VINÍCIUS QUEIROZ GALVÃO
ENVIADO ESPECIAL A SANTOS (SP)
Aos 88 anos, Akira Fukuma
enxerga pouco, ouve menos
ainda, mas mantém uma lucidez que o faz lembrar de detalhes das batalhas da 2ª Guerra e
do sonho de voar. Foi piloto kamikaze da Força Aérea japonesa, mas, por falta de aviões, não
morreu numa missão suicida.
Era março de 1945, o conflito
chegava ao fim para Alemanha
e Itália, duas forças do Eixo. Na
Ásia, o Japão resistia, mesmo
com o Exército sucateado. Em
Hiroshima, cem pilotos da Marinha eram escolhidos como
kamikaze. Em uniforme militar, Fukuma está no grupo (ele
mostra fotos). "Fiquei contente
porque iria dar a vida pela pátria.

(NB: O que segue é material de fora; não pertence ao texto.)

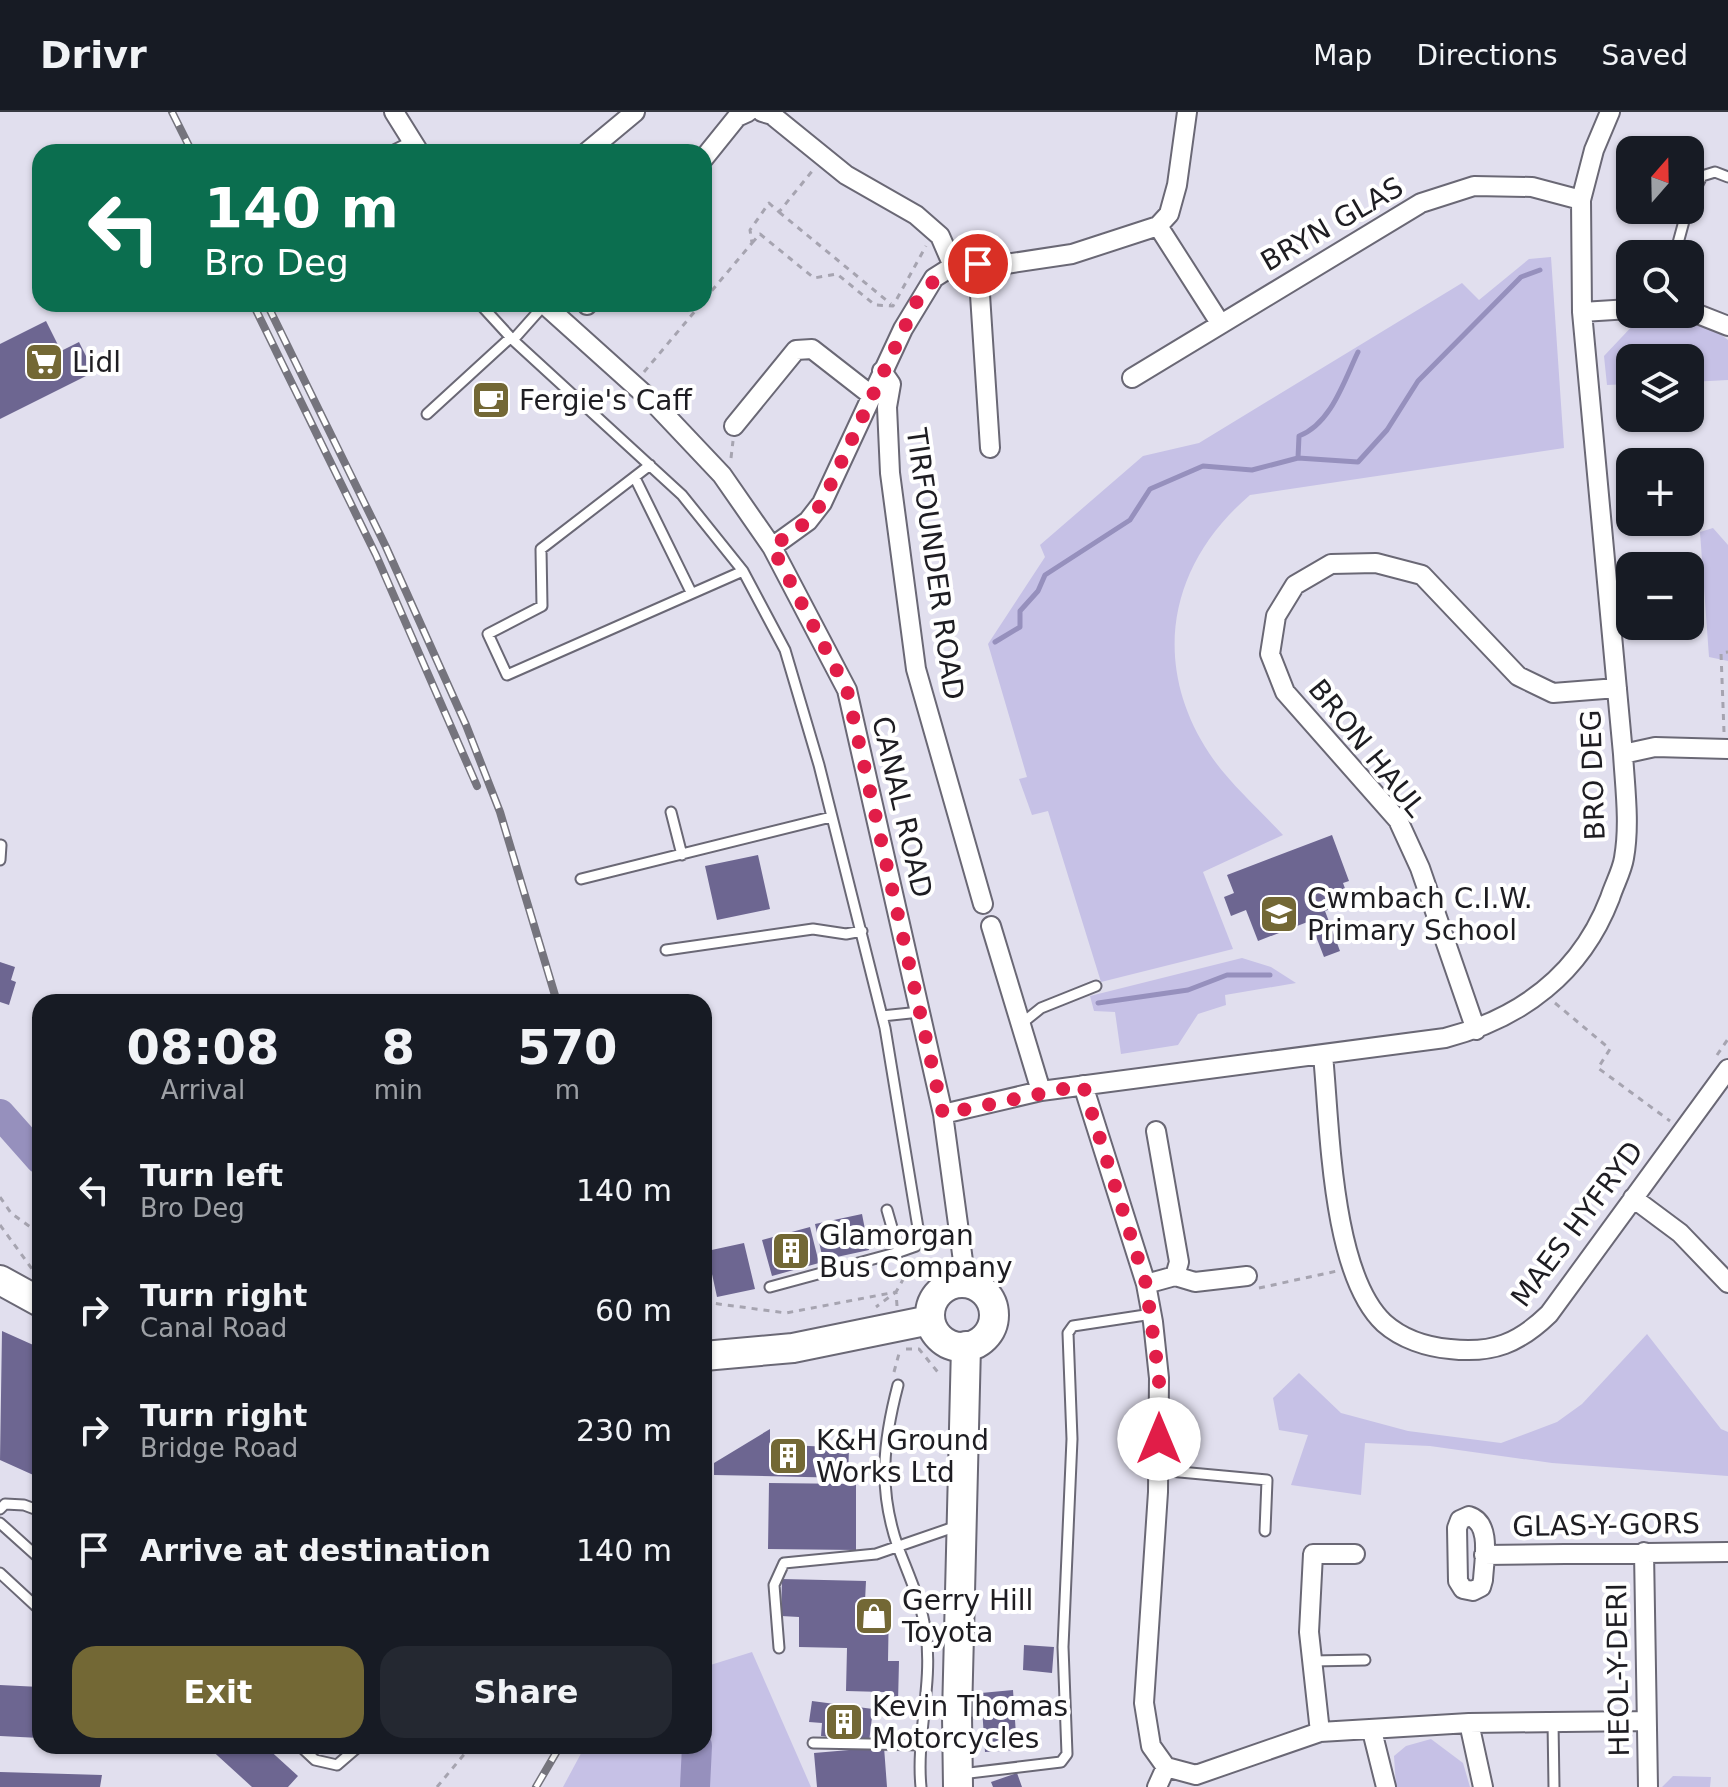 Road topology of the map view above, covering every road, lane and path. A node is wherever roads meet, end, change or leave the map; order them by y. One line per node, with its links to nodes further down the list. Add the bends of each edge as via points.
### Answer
1 (394, 112): 7 (street)
2 (635, 112): 8 (street)
3 (748, 112): 9 (street, via 737,117)
4 (762, 112): 10 (street)
5 (1187, 112): 15 (street, via 1177,185 1169,214)
6 (1610, 112): 13 (street, BRO DEG)
7 (414, 144)
8 (597, 144)
9 (712, 148)
10 (824, 157): 14 (path); 16 (street)
11 (1704, 175): 12 (lane, via 1715,172)
12 (1728, 177)
13 (1581, 200): 27 (street, BRO DEG); 29 (street, BRYN GLAS, via 1532,187 1474,186 1421,203)
14 (779, 212): 17 (path, via 769,203 750,230); 21 (path)
15 (1158, 226): 18 (street, via 1072,254); 29 (street)
16 (935, 231): 19 (street); 21 (path)
17 (752, 243): 20 (path); 21 (path, via 760,234 814,278 837,274 875,305)
18 (978, 264): 19 (street); 39 (street)
19 (953, 266): 31 (street, via 934,278)
20 (712, 290)
21 (893, 306): 31 (path, via 891,322)
22 (1616, 310): 27 (street)
23 (487, 312): 32 (lane)
24 (537, 312): 32 (lane)
25 (554, 312): 35 (street, CANAL ROAD)
26 (694, 312): 35 (path)
27 (1582, 312): 46 (street, BRO DEG)
28 (1704, 317): 30 (street)
29 (1220, 323): 34 (street, BRYN GLAS)
30 (1728, 326)
31 (903, 329): 33 (street)
32 (511, 339): 37 (lane); 40 (lane)
33 (882, 371): 36 (street); 55 (street, TIRFOUNDER ROAD, via 891,384 890,473 916,669)
34 (1132, 378)
35 (634, 384): 42 (street, CANAL ROAD, via 722,475)
36 (871, 395): 38 (street, via 812,349 796,350); 42 (street, via 822,503 808,521)
37 (427, 414)
38 (734, 426)
39 (990, 448)
40 (650, 465): 41 (lane); 43 (lane, via 682,495)
41 (635, 478): 44 (lane); 44 (lane, via 541,549 542,606 488,634 507,675)
42 (772, 547): 61 (street, CANAL ROAD, via 847,690)
43 (743, 571): 44 (lane); 50 (lane, via 785,650)
44 (687, 593)
45 (1728, 652): 47 (path, via 1721,653)
46 (1617, 688): 48 (street, BRO DEG); 64 (street, BRON HAUL, via 1553,693 1518,676 1422,575 1376,563 1331,564 1295,585 1276,616 1270,654 1285,692 1398,820)
47 (1727, 748): 48 (street, via 1655,747)
48 (1623, 754): 60 (street, BRO DEG, via 1624,859 1601,921 1574,963)
49 (671, 812): 52 (lane)
50 (831, 817): 52 (lane); 57 (lane)
51 (1, 845): 53 (lane)
52 (682, 855): 54 (lane)
53 (0, 860)
54 (581, 879)
55 (983, 904)
56 (991, 926): 63 (street)
57 (862, 931): 58 (lane, via 813,929); 62 (lane)
58 (666, 950)
59 (1096, 986): 63 (lane, via 1041,1008)
60 (1544, 994): 64 (street, BRO DEG); 70 (path, via 1610,1049 1598,1068)
61 (920, 1012): 62 (lane); 69 (street, CANAL ROAD)
62 (882, 1016): 77 (lane, via 920,1240)
63 (1021, 1024): 68 (street)
64 (1476, 1030): 65 (street, BRO DEG)
65 (1323, 1055): 67 (street, BRO DEG); 79 (street, MAES HYFRYD, via 1343,1239)
66 (1728, 1069): 73 (street, MAES HYFRYD)
67 (1083, 1085): 68 (street, BRO DEG); 85 (street)
68 (1041, 1091): 69 (street, BRO DEG)
69 (943, 1114): 83 (street, CANAL ROAD)
70 (1671, 1121)
71 (1156, 1131): 80 (street, via 1179,1262)
72 (0, 1197): 76 (path)
73 (1633, 1198): 79 (street, MAES HYFRYD, via 1549,1314 1525,1337 1498,1347 1462,1351 1425,1346 1384,1324 1360,1292); 84 (street, via 1680,1233)
74 (887, 1210): 77 (lane)
75 (0, 1225): 78 (path)
76 (32, 1228)
77 (899, 1252): 86 (lane)
78 (32, 1268)
79 (1352, 1268): 81 (path, via 1260,1289)
80 (1175, 1276): 81 (street, via 1195,1282); 85 (street)
81 (1247, 1276)
82 (0, 1280): 87 (main road)
83 (966, 1283): 91 (main road, via 939,1292); 92 (main road, via 990,1300 993,1320 984,1338)
84 (1728, 1283)
85 (1146, 1284): 90 (street)
86 (770, 1287)
87 (32, 1298)
88 (712, 1303): 89 (path, via 786,1313 896,1292)
89 (866, 1312)
90 (1152, 1314): 95 (street, via 1159,1378); 123 (lane, via 1073,1326 1068,1333 1072,1439 1063,1647 1067,1754 1061,1762)
91 (930, 1320): 92 (main road, via 939,1337); 93 (main road, via 793,1348)
92 (966, 1346): 99 (main road)
93 (712, 1355)
94 (898, 1385): 101 (lane, via 882,1471)
95 (1158, 1470): 100 (lane, via 1267,1480); 122 (street, via 1144,1703 1151,1746)
96 (32, 1508): 97 (lane, via 5,1504)
97 (0, 1509)
98 (0, 1523): 102 (lane)
99 (963, 1524): 101 (lane); 123 (main road)
100 (1265, 1531)
101 (897, 1545): 109 (lane, via 876,1554 784,1563 774,1585); 118 (lane, via 918,1595 927,1636)
102 (32, 1552)
103 (1644, 1552): 104 (street, GLAS-Y-GORS); 106 (street, GLAS-Y-GORS); 112 (street, HEOL-Y-DERI)
104 (1728, 1552)
105 (1355, 1554): 111 (street, via 1313,1554)
106 (1484, 1555)
107 (0, 1573): 108 (lane)
108 (32, 1603)
109 (779, 1648)
110 (1365, 1660): 111 (lane)
111 (1312, 1661): 116 (street)
112 (1645, 1721): 113 (street); 130 (street, HEOL-Y-DERI)
113 (1553, 1722): 114 (street); 129 (lane)
114 (1469, 1723): 115 (street); 128 (street)
115 (1372, 1731): 116 (street); 127 (street)
116 (1320, 1732): 122 (street, via 1196,1775)
117 (813, 1743): 118 (lane)
118 (923, 1745): 125 (lane)
119 (309, 1754): 120 (lane, via 337,1765)
120 (350, 1754)
121 (464, 1754): 124 (path)
122 (1166, 1767): 126 (street)
123 (958, 1781)
124 (437, 1787)
125 (921, 1787)
126 (1157, 1787)
127 (1386, 1787)
128 (1483, 1787)
129 (1554, 1787)
130 (1648, 1787)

Não tinha o menor medo."
Em 15 de agosto de 1945, nove dias depois do lançamento
da bomba atômica sobre
Hiroshima e seis dias após Nagasaki, Fukuma está na base aérea de Oita, pronto para voar,
matar e morrer.
O caça Zero que pilotava, o
modelo de avião mais usado pelos kamikazes, estava prestes a
decolar, só com combustível de
ida e 250 kg de explosivos e
bombas para afundar um navio
qualquer da frota americana.
Mas veio a ordem do imperador Hirohito para rendição do
Japão, e o que seria o gesto de
patriotismo, orgulho e heroísmo convertia-se em vergonha,
tristeza e raiva. Ele chora.
Quando soube que não completaria a missão, Fukuma pilotou o caça de volta para casa.
Antes, sobrevoou Hiroshima,
sua terra natal. "Vi uma coluna
de fumaça que pensava ser os
restos da "little boy" [nome dado pelos americanos à bomba
atômica]. A fuligem que cobria
a cidade eram os corpos sendo
cremados", lembra Fukuma,
que não perdeu ninguém da família porque o pai era oficial do
Exército e não estava com mulher e filhos na cidade. Ao chegar em casa, em vez de um abraço, Fukuma recebe uma bronca
da mãe. "Ela disse: "Seu sem-vergonha, por que voltou vivo?'". Aos 25 anos, o ex-piloto
passou a ter fastio, insônia e sofrer de descontentamento.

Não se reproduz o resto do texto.